The goods-services split matters for bond investors. Final-demand goods prices fell 1.4%, the largest decline since July 2022, while final-demand services rose 0.2%. BLS said final-demand energy dropped 6.4% and final-demand foods fell 0.6%, while goods excluding food and energy increased 0.2%. The release also said the index excluding food, energy and trade services rose 0.1% in June after a 0.8% May increase.

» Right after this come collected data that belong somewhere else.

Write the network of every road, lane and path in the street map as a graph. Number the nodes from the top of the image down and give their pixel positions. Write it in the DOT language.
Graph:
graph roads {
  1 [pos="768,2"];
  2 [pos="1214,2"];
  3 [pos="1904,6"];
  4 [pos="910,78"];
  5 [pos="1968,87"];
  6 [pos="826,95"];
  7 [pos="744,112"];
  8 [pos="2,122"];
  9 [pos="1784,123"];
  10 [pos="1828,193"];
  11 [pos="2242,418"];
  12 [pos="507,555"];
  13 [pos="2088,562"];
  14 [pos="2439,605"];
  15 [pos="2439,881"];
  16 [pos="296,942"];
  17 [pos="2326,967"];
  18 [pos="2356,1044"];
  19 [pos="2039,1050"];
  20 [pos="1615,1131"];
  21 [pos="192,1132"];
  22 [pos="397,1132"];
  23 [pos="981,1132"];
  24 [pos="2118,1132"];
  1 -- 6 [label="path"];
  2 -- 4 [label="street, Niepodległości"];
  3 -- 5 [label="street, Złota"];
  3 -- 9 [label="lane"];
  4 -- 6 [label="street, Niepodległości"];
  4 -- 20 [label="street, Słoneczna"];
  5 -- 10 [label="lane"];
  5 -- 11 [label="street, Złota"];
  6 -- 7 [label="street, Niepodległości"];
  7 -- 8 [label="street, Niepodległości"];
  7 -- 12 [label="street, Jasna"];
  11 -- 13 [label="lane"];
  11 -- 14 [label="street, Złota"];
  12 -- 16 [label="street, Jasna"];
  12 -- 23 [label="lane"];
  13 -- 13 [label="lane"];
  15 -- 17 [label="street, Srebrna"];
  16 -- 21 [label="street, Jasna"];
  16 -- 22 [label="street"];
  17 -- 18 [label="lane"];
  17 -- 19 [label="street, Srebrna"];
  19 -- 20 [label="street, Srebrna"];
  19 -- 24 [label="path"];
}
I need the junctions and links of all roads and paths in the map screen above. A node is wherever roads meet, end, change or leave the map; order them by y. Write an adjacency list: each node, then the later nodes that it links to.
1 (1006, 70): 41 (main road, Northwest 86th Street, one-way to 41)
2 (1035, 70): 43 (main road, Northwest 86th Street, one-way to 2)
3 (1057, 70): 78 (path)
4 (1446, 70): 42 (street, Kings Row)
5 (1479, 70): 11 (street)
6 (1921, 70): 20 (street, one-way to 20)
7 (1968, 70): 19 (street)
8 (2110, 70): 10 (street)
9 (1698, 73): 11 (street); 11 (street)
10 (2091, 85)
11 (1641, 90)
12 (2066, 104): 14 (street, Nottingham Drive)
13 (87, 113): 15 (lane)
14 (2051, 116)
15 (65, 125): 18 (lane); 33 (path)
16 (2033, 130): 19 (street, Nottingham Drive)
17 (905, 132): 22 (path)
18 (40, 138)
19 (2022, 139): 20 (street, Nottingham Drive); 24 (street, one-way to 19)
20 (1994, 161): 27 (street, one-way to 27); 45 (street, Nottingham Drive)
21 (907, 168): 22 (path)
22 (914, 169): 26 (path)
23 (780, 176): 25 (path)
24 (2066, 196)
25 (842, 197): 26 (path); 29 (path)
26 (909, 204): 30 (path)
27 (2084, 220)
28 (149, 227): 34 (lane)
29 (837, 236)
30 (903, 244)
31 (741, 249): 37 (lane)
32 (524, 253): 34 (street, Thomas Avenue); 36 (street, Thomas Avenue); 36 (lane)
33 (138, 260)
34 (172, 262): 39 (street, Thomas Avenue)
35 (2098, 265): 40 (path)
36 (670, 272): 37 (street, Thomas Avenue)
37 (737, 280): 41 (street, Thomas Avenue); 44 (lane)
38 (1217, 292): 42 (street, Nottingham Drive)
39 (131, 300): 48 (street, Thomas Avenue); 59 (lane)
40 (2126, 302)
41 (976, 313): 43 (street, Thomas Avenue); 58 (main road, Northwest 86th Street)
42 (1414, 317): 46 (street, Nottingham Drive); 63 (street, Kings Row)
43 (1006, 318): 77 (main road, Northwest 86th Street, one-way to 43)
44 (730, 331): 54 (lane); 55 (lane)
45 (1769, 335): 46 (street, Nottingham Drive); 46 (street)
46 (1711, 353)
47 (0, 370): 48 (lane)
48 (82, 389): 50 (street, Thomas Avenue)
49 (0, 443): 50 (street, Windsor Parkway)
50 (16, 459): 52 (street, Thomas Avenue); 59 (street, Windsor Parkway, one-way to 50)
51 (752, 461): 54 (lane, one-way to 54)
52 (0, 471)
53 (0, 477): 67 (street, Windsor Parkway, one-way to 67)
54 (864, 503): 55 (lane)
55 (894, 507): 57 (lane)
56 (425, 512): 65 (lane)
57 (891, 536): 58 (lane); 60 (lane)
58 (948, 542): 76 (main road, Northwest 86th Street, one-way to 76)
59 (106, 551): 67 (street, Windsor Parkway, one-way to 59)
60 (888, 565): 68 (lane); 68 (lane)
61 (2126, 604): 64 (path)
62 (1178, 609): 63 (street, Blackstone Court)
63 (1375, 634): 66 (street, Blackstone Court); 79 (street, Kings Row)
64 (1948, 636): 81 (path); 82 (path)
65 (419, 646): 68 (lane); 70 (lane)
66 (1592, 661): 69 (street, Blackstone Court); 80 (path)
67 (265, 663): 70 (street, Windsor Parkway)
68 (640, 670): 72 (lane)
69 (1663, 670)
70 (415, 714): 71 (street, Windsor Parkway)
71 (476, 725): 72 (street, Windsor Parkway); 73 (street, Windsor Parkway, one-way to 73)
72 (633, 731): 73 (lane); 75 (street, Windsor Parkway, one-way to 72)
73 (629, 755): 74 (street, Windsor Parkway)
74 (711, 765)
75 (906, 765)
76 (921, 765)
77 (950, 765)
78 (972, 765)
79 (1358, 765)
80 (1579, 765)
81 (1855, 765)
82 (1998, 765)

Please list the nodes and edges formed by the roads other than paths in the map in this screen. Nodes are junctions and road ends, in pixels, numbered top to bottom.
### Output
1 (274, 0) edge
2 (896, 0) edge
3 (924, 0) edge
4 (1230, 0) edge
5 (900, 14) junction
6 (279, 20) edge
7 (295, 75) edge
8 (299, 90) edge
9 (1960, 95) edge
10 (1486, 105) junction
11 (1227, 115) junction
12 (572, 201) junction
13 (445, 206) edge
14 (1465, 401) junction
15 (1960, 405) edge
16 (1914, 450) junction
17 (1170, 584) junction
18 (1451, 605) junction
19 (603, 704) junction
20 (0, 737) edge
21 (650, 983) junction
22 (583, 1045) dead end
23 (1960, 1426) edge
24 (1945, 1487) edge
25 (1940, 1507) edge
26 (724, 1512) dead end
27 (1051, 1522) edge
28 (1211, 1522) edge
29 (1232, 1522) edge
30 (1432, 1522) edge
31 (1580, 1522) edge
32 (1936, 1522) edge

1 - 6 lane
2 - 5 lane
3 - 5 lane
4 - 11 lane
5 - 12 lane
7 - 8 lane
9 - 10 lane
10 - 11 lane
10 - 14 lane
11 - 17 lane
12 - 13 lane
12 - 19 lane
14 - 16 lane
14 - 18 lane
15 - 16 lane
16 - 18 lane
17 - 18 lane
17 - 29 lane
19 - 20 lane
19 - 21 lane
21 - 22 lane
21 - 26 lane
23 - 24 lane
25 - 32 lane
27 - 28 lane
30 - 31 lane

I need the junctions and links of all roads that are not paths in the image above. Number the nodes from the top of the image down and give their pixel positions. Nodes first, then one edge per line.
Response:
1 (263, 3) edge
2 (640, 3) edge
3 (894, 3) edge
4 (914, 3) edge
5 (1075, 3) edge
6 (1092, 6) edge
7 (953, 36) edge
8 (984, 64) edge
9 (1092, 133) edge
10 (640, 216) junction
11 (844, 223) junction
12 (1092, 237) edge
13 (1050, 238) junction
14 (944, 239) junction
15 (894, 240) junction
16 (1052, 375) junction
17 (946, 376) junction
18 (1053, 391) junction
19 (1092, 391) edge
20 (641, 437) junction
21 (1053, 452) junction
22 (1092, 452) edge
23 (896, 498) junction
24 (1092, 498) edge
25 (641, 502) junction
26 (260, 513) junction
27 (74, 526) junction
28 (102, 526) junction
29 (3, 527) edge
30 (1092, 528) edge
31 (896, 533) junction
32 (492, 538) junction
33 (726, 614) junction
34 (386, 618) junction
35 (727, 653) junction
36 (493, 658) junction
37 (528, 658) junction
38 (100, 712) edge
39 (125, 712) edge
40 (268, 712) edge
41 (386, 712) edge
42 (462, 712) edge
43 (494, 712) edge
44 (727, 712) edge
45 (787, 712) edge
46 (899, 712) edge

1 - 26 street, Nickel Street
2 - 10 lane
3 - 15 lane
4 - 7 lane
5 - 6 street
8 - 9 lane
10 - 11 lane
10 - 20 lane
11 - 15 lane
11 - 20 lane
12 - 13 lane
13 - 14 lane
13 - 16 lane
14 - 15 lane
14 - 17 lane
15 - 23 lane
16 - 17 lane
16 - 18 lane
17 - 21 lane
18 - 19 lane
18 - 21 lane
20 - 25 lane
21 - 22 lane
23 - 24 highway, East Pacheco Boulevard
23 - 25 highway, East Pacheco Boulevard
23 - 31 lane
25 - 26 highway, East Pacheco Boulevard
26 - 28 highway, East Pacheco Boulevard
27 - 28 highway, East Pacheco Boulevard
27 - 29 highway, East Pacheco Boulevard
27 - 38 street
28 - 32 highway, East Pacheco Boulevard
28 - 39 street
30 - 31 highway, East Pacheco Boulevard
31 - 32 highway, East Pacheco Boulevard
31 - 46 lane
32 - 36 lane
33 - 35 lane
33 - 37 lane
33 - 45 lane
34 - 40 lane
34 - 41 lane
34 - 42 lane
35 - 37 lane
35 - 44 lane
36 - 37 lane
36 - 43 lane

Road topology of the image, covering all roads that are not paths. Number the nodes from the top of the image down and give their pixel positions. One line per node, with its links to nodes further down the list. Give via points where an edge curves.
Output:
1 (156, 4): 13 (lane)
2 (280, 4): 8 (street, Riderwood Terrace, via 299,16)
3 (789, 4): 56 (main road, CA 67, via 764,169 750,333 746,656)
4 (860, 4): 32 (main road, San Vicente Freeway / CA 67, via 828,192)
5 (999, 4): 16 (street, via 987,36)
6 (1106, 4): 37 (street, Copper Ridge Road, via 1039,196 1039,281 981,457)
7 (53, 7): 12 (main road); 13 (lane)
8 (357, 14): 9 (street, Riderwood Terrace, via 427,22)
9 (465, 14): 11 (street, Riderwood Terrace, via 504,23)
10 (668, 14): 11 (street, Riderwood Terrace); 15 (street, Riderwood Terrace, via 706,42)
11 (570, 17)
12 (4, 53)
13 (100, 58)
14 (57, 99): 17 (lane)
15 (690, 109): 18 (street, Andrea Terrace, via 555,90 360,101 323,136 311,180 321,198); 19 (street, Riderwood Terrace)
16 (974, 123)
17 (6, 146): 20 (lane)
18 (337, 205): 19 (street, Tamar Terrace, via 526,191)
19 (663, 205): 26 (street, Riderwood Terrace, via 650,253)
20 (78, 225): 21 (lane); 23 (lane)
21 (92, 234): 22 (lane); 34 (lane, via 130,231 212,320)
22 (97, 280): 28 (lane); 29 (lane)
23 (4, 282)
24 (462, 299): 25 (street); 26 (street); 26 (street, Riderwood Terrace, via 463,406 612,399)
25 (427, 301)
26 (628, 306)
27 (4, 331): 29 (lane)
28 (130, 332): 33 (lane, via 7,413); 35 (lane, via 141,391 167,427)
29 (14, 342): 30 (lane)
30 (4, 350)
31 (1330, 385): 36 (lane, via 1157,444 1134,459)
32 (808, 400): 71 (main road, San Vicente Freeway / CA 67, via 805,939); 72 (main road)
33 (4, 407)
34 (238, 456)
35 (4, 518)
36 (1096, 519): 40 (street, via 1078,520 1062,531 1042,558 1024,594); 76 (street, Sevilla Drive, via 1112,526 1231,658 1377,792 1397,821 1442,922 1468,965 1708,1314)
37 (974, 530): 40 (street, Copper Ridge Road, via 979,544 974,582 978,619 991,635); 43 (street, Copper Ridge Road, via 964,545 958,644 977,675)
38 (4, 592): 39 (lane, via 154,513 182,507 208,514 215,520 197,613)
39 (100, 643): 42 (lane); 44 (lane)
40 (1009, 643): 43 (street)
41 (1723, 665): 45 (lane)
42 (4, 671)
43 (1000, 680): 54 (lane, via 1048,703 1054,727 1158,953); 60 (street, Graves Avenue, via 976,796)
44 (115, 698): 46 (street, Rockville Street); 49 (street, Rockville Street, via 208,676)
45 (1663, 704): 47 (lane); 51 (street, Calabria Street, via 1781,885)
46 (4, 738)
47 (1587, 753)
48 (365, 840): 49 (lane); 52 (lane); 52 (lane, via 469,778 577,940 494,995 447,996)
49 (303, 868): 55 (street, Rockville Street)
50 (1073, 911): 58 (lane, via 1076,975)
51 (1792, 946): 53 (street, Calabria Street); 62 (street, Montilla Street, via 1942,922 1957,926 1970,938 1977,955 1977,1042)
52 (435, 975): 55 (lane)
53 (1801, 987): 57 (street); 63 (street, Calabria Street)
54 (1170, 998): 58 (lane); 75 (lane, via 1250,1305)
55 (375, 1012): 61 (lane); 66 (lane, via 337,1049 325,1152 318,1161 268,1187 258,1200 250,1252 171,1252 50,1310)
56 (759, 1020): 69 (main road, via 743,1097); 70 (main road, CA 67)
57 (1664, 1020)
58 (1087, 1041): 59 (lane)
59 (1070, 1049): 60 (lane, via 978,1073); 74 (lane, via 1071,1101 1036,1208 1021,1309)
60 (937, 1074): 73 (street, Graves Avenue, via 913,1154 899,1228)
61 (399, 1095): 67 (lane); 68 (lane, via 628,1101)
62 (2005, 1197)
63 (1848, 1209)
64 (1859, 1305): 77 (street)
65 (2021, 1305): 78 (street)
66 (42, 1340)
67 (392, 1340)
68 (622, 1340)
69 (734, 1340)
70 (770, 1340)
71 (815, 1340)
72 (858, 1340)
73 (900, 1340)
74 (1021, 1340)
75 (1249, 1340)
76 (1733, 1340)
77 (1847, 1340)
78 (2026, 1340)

The clearest catalyst was gasoline. BLS traced nearly two-thirds of the June decline in final-demand goods to a 12.0% drop in gasoline prices. Diesel fuel, jet fuel, fresh vegetables, crude petroleum and thermoplastic resins also declined. On the services side, trade margins rose 0.4%, and securities brokerage, dealing and investment advice was among the categories that increased.
For markets, the release qualifies as a macro surprise because the headline moved from a 0.6% May increase to a 0.3% June decline while the 12-month rate remained elevated at 5.5%. The mix is not a clean disinflation signal: goods and energy cooled sharply, but services prices still rose. That combination limits the case for reading the report as a broad demand slowdown.
The next checks are CPI revisions, oil prices after renewed Middle East tension, and the July FOMC meeting. If gasoline rebounds, the June PPI relief could reverse quickly in July producer prices. If core categories stay near 0.1%-0.2%, Treasury yields and Fed-funds futures will have a firmer basis for pricing a slower inflation path.
Not investment advice. Verify all figures with primary sources before acting.